7/27/2011

Articulitos, Articulotes, y Articuleros

Yo nunca me he considerado un “escritor” con el mero sentido que los “expertos” le dan a esta palabra, lo que pasa es que me gusta hacer pininos de escritor, o sea, soy escritor como soy futbolista, guitarrista, jardinero, poeta, político, y gringolandés, etc.…, pero nunca me he pajeado la mente de querer ser articulista, ensayista, prosista…, pero en buen salvadoreño me rascaba los huevos cuando leía articulitos como los de quiquito y la derecha racista en USA sin poder rebatir o dar mi punto de vista, sencillamente porque no había como hacerlo.

Entonces un día, en 1995, compré una computadora Packard  Bell 1.2 MB de disco duro en mil 200 chuyas y descubrí Wordpad, AOL, e internet… y ardió Troya…, al menos en mí.

Gracias a internet hoy me gusta visitar los diferentes sitios web que gratuitamente están allí para leer y opinar.

Hay noticias que me despiertan el deseo de dar mi punto de vista sobre ello en mi blog y dejar que otros lo lean y opinen, sin esperar nada material a cambio, o tratar de buscar hueso en la farándula política de mi tierra.

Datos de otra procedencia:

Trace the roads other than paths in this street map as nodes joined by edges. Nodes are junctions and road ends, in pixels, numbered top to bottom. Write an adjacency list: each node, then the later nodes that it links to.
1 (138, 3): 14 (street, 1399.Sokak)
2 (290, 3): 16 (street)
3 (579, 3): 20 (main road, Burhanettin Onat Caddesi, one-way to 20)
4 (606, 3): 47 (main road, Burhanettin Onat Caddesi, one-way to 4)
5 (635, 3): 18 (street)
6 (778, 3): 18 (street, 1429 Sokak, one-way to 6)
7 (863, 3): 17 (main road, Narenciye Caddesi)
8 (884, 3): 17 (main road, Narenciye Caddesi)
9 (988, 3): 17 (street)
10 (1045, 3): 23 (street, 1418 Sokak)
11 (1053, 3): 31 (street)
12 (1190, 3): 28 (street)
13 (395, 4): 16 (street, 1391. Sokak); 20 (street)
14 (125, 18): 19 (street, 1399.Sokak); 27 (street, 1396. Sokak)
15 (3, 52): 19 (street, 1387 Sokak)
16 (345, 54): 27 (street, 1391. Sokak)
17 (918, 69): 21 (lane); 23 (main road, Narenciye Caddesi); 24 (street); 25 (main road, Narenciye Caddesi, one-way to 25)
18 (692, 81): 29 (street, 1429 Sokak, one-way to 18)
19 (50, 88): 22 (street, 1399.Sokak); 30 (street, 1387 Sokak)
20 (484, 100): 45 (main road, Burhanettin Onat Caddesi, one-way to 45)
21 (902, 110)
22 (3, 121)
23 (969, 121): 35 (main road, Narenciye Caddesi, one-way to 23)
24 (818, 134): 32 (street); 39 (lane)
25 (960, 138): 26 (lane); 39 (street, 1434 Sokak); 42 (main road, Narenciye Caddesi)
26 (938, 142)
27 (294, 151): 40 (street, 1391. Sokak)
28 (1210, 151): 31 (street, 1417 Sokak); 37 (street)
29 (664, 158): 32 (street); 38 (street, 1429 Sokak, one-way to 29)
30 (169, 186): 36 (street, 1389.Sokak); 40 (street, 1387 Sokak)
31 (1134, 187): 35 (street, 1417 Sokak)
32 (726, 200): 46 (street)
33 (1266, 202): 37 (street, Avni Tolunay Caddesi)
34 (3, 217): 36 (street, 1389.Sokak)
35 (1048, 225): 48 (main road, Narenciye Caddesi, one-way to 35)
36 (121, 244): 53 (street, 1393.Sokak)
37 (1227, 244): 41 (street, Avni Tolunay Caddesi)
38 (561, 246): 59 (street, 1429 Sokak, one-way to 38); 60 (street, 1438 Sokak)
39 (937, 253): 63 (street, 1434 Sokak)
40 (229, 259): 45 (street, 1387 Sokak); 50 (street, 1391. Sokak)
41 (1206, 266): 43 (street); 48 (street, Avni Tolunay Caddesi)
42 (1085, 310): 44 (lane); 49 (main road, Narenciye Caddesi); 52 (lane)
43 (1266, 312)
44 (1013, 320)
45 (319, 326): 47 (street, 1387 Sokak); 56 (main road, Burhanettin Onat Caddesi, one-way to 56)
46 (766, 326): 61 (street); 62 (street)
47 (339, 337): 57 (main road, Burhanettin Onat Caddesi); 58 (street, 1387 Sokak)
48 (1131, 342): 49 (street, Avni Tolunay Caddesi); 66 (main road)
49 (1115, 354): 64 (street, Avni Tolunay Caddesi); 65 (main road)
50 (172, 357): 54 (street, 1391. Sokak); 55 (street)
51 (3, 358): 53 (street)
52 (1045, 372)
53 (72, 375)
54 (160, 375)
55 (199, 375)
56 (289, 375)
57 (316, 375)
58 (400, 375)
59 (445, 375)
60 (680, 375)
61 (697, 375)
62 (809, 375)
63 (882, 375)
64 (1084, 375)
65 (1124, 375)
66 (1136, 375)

Dios me guarde de ello.

Pero estaba leyendo en Contrapunto un articulote de un tal Álvaro Rivera Larios. Un escritor, y digo es escritor porque lo he visto escribir en El Faro y ahora en Contrapunto, pero que sinceramente es la primera vez que leo completo un artículo de él, y es porque desde la primera vez noté que sus artículos destilaban una arrogancia y un inflado ego más alto que la ex torre Sears en Chicago… Además que son artículones para mi mente currunchunchera yuca de entender, y me dije que él quizás escribe para los ”sesudos” y siendo yo de la currunchunchún pues no es conmigo el volado.

En el largo y tedioso artículo que escribe en Contrapunto y que él titula “Las élites del pueblo”, escribe lo siguiente… Quienes ahora critican a Mauricio Funes y al FMLN no son la humilde gente del pueblo (personas que no tienen por costumbre leer o escribir sesudos artículos y que rara vez participan en los foros periodísticos); quienes hoy critican a este gobierno socialdemócrata son personas que pertenecen a un sector más “distinguido”, democrático y radical de la izquierda que, como es lógico, lucha por ganar influencia e imponer su visión, aunque no sepamos con claridad qué alternativas reales ofrece más allá de juzgar determinadas acciones gubernamentales bajo la luz de ciertos principios normativos”.

Pienso que “la humilde gente del pueblo” en mi terruño no tiene “ni donde caer muerto”, como dice mi suegra, mucho menos para tener computadora y acceso a internet, o tener por “costumbre leer o escribir sesudos artículos”.

Yo dudo mucho que este articulista haya venido a leer lo que posteo en mi blog, pero como yo he escrito mi punto de vista criticando los desmadres que Funes y el FMLN, por quienes yo voté en 2009, están haciendo en El Salvador, pues, tuve que ponerme el saco.

Veamos, me dije, tanto El Faro, como el mismo Contrapunto y los blogueros de El Trompudo, Opinión CiudadanaValquiria, El Salvador, Fosforito, y otros que visito y se me escapan, han estado haciendo lo mismo, o sea, criticar a la élite del FMLN y a Mauricito el rojo, a pesar que apoyaron a éstos -como yo hice-, en las elecciones del 2009.

Cuando en política se critica no necesariamente significa que se ande buscando hueso o untadas de mano, influencias, imposición de visones u otros menjurjes, los que buscan todo esto y más no lo pueden esconder, en su critica, para mí, son obvios, dejan huella, raramente saben esconder el volado.

Pero como soy terrícola quizás me equivoque tocante a los blogs que visito, pero yo no les he visto esa huella pedigüeña y lambiscona, y por eso hoy por hoy me llegan estos sitios web y blogs.

Sin esa crítica por la izquierda “distinguida” la élite monopolista del FMLN no se hubiera retractado tocante al 743.

A  mí se me ubica como izquierdista por estar en contra del actual status quo en mi terruño, aunque ya lo he manifestado decenas de veces que el marxismo me pela la charnela de la verga tanto como el capitalismo libre mercado y he manifestado mi visión a lo que me gustaría ver en mi terruño, pero tampoco me hago la fantasía de enfrentarme sólo contra el mundo y cambiar de romplón el volado.

Pero al menos hoy tengo un medio de expresar y es gratis y sin censura. Tengo un blog y le doy mecha al volado.

Honestamente yo sigo extrañando en El Faro los artículos de Ricardo Ribera, artículos que mente simplonas como la mía asimila, saborean y comprenden.